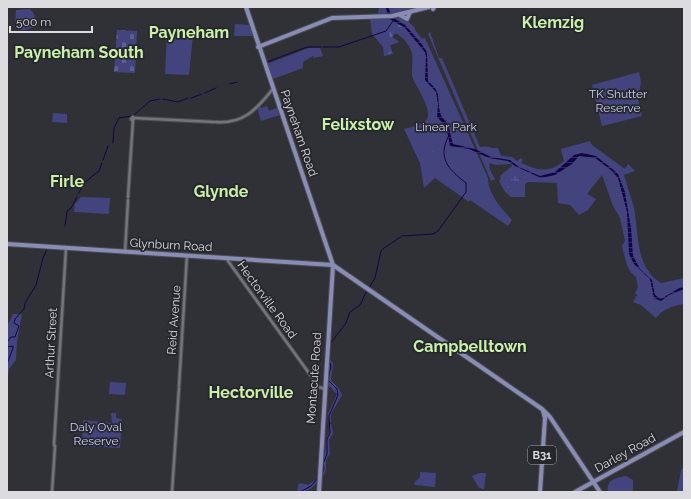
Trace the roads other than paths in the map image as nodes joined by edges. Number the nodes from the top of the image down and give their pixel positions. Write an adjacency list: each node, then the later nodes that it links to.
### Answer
1 (245, 7): 9 (main road, Payneham Road)
2 (423, 7): 4 (main road)
3 (432, 8): 4 (main road)
4 (411, 11): 5 (main road); 5 (main road)
5 (392, 15): 6 (main road)
6 (314, 24): 7 (main road); 8 (main road)
7 (317, 29)
8 (284, 35): 9 (main road); 9 (main road)
9 (259, 47): 10 (main road, Payneham Road)
10 (273, 90): 11 (main road, Payneham Road); 14 (street)
11 (321, 229): 17 (main road, Payneham Road); 17 (main road, Payneham Road)
12 (7, 244): 13 (main road, Glynburn Road); 13 (main road, Glynburn Road)
13 (66, 249): 14 (main road, Glynburn Road); 22 (street, Arthur Street)
14 (125, 251): 15 (main road, Glynburn Road)
15 (187, 255): 16 (main road, Glynburn Road); 23 (street, Reid Avenue)
16 (227, 257): 17 (main road, Glynburn Road); 18 (street, Hectorville Road)
17 (331, 265): 18 (main road, Montacute Road); 19 (main road)
18 (324, 389): 24 (main road, Montacute Road)
19 (546, 414): 21 (main road); 25 (main road, B31)
20 (684, 433): 21 (main road, Darley Road)
21 (595, 484): 26 (main road, Darley Road); 27 (main road, Darley Road)
22 (52, 492)
23 (172, 492)
24 (318, 492)
25 (541, 492)
26 (575, 492)
27 (578, 492)

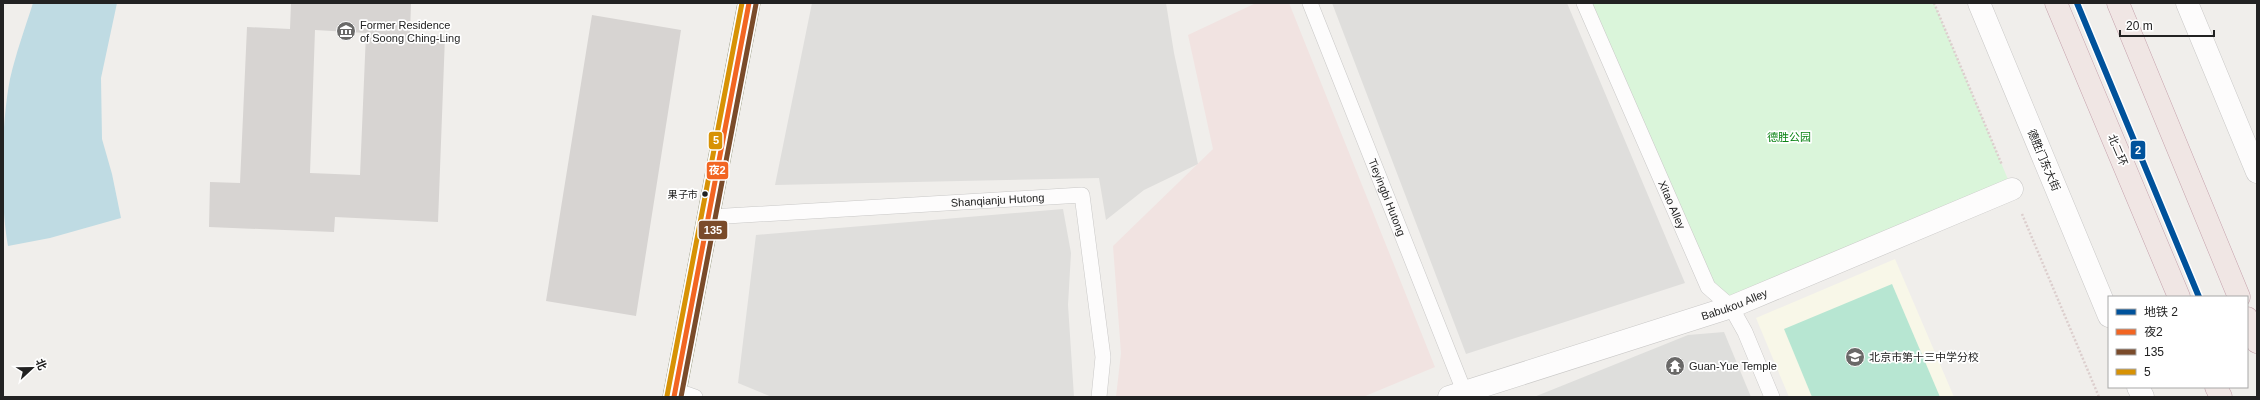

(PROBLEM TO WORK ON)
Output the records above in their entirety and exactly, leaving out all images.

(FINAL ANSWER)
Trace the roads other than paths in the map image as nodes joined by edges. Number the nodes from the top of the image down and give their pixel positions. Write an adjacency list: each node, then the later nodes that it links to.
### Answer
1 (245, 7): 9 (main road, Payneham Road)
2 (423, 7): 4 (main road)
3 (432, 8): 4 (main road)
4 (411, 11): 5 (main road); 5 (main road)
5 (392, 15): 6 (main road)
6 (314, 24): 7 (main road); 8 (main road)
7 (317, 29)
8 (284, 35): 9 (main road); 9 (main road)
9 (259, 47): 10 (main road, Payneham Road)
10 (273, 90): 11 (main road, Payneham Road); 14 (street)
11 (321, 229): 17 (main road, Payneham Road); 17 (main road, Payneham Road)
12 (7, 244): 13 (main road, Glynburn Road); 13 (main road, Glynburn Road)
13 (66, 249): 14 (main road, Glynburn Road); 22 (street, Arthur Street)
14 (125, 251): 15 (main road, Glynburn Road)
15 (187, 255): 16 (main road, Glynburn Road); 23 (street, Reid Avenue)
16 (227, 257): 17 (main road, Glynburn Road); 18 (street, Hectorville Road)
17 (331, 265): 18 (main road, Montacute Road); 19 (main road)
18 (324, 389): 24 (main road, Montacute Road)
19 (546, 414): 21 (main road); 25 (main road, B31)
20 (684, 433): 21 (main road, Darley Road)
21 (595, 484): 26 (main road, Darley Road); 27 (main road, Darley Road)
22 (52, 492)
23 (172, 492)
24 (318, 492)
25 (541, 492)
26 (575, 492)
27 (578, 492)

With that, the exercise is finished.